Second was Trump resurfacing his position last week that the United States should seize Iraqi oil because it underwrote the Islamic State’s war-making capabilities. He is apparently tone-deaf to the global reaction to this kind of “to the victor goes the spoils” talk, much less the Iraqi reaction.

Moreover, on the specifics of the argument, Trump is incorrect. Iraqi oil fields contributed almost nothing to the Islamic State’s revenue stream, as the vast majority of oil-related funds have come from Syrian fields, and in particular sales of oil back to the regime of Syrian President Bashar al-Assad. Moreover, pillage (this is the legal term for it) of Iraqi oil is simply illegal under international law. Last week, Iraqis were furious over this repeated call by Trump, with some even girding themselves to fight to defend their sovereign natural resource. If Trump decided to literally seize the oil, the U.S. troop requirements would be more akin to the large Iraq and Afghanistan operations of years past than the much more sustainable troop levels that characterize our Mideast presence today. One thing such a mission would likely manage to do, beyond utterly inflaming the region, is unite Iraqis in a common cause heretofore elusive: We’d be fighting Sunnis, Shiites and Kurds all at once.

Then comes the executive order itself. Trump’s travel ban was responded to over the weekend by the Iraqi parliament, many of its members already upset by Trump’s proposed shift of the U.S. Embassy in Israel from Tel Aviv to Jerusalem. The presence of our 6,000 troops helping Iraqi forces in the fight against the Islamic State could be imperiled.

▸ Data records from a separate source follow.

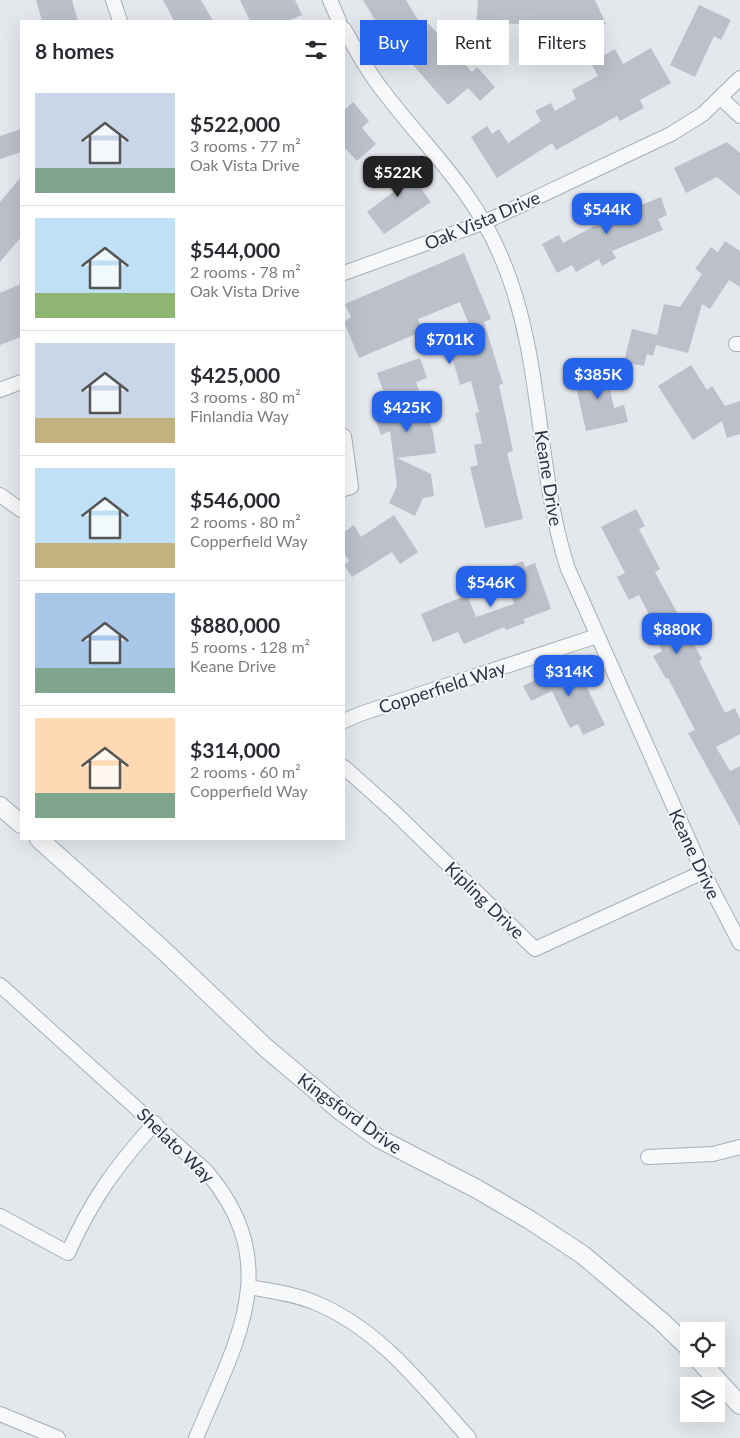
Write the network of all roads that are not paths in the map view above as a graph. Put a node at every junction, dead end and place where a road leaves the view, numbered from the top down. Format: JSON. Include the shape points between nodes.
{"nodes":[{"id":1,"x":113,"y":0,"type":"edge"},
{"id":2,"x":330,"y":0,"type":"edge"},
{"id":3,"x":120,"y":20,"type":"edge"},
{"id":4,"x":339,"y":20,"type":"edge"},
{"id":5,"x":345,"y":31,"type":"edge"},
{"id":6,"x":740,"y":78,"type":"edge"},
{"id":7,"x":721,"y":98,"type":"junction"},
{"id":8,"x":740,"y":116,"type":"edge"},
{"id":9,"x":485,"y":222,"type":"junction"},
{"id":10,"x":345,"y":273,"type":"edge"},
{"id":11,"x":20,"y":382,"type":"edge"},
{"id":12,"x":0,"y":390,"type":"edge"},
{"id":13,"x":345,"y":443,"type":"edge"},
{"id":14,"x":345,"y":489,"type":"edge"},
{"id":15,"x":0,"y":494,"type":"edge"},
{"id":16,"x":20,"y":509,"type":"edge"},
{"id":17,"x":597,"y":636,"type":"junction"},
{"id":18,"x":345,"y":721,"type":"edge"},
{"id":19,"x":345,"y":768,"type":"edge"},
{"id":20,"x":0,"y":806,"type":"edge"},
{"id":21,"x":20,"y":823,"type":"edge"},
{"id":22,"x":40,"y":840,"type":"edge"},
{"id":23,"x":703,"y":872,"type":"junction"},
{"id":24,"x":740,"y":943,"type":"edge"},
{"id":25,"x":0,"y":985,"type":"edge"},
{"id":26,"x":154,"y":1123,"type":"junction"},
{"id":27,"x":740,"y":1147,"type":"edge"},
{"id":28,"x":648,"y":1157,"type":"dead end"},
{"id":29,"x":0,"y":1216,"type":"edge"},
{"id":30,"x":249,"y":1286,"type":"junction"},
{"id":31,"x":680,"y":1339,"type":"edge"},
{"id":32,"x":705,"y":1367,"type":"edge"},
{"id":33,"x":740,"y":1405,"type":"edge"},
{"id":34,"x":0,"y":1414,"type":"edge"},
{"id":35,"x":58,"y":1438,"type":"edge"},
{"id":36,"x":196,"y":1438,"type":"edge"},
{"id":37,"x":469,"y":1438,"type":"edge"}],
"edges":[{"from":1,"to":3,"type":"street"},
{"from":2,"to":4,"type":"street"},
{"from":5,"to":9,"type":"street","name":"Keane Drive","via":[[386,96],[444,162]]},
{"from":6,"to":7,"type":"street","name":"Oak Vista Drive"},
{"from":7,"to":8,"type":"street"},
{"from":7,"to":9,"type":"street","name":"Oak Vista Drive","via":[[671,134]]},
{"from":9,"to":10,"type":"street","name":"Oak Vista Drive"},
{"from":9,"to":17,"type":"street","name":"Keane Drive","via":[[502,257],[524,323],[555,523],[563,554]]},
{"from":11,"to":12,"type":"street"},
{"from":13,"to":14,"type":"street","via":[[351,487]]},
{"from":15,"to":16,"type":"street"},
{"from":17,"to":18,"type":"street","name":"Copperfield Way"},
{"from":17,"to":23,"type":"street","name":"Keane Drive"},
{"from":19,"to":23,"type":"street","name":"Kipling Drive","via":[[535,949]]},
{"from":20,"to":21,"type":"street"},
{"from":22,"to":31,"type":"street","name":"Kingsford Drive","via":[[162,948],[266,1048],[342,1112],[378,1138],[477,1188],[583,1255]]},
{"from":23,"to":24,"type":"street","name":"Keane Drive"},
{"from":25,"to":26,"type":"street","name":"Shelato Way"},
{"from":26,"to":29,"type":"street","via":[[100,1189],[68,1253]]},
{"from":26,"to":30,"type":"street","name":"Shelato Way","via":[[206,1171],[232,1206],[246,1248]]},
{"from":27,"to":28,"type":"street","via":[[713,1154]]},
{"from":30,"to":36,"type":"street","name":"Shelato Way","via":[[240,1331]]},
{"from":30,"to":37,"type":"street","via":[[314,1302],[355,1323],[399,1360]]},
{"from":32,"to":33,"type":"street"},
{"from":34,"to":35,"type":"street"}]}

U.S. officials report that Trump’s travel ban and his call for seizing the oil fields have severely undercut the credibility of Iraqi Prime Minister Haider al-Abadi and could cause his government to fall. There is no telling what could come after Abadi, but with the critical Mosul battle reaching the final furlong, Iraqi Shiite leaders may decide they can clear all that remains of the Islamic State from Iraq without U.S. help, leaning instead on Iran and Russia—as they’ve seen occur in Syria. This may not work. Even if it does, it is exactly what many of the Shiite Iraqi nationalists have wanted all along. A tactical success against the Islamic State could, as noted, immediately begin to sow the ground for the return of a future extremist, Salafist force given the likely resentment among Sunnis that would ensue.

It does not end there. Iran also says it will retaliate against the United States for the travel ban. At a practical level, this could easily play out in Iran simply unleashing the extremist Shiite militias to attack Americans in Iraq.

At the very moment that Trump has sought to up the game against the Islamic State, his words and actions treat Iraq and Iraqis as though they’re irrelevant to the defeat of this organization. Indeed, the worst blows potentially preventing the defeat of the Islamic State have been landed by Trump himself and could lead to the end of the U.S. mission and American influence there. For all the ups and downs in Iraq over the past 14 years, we do currently have a friendly government of national unity (more or less) in Iraq right now, and it is controlling most of its own territory against various extremist forces while gradually restoring stability to the nation. All of that is now at new acute risk not from the Islamic State, Syria or Moscow, but from Washington.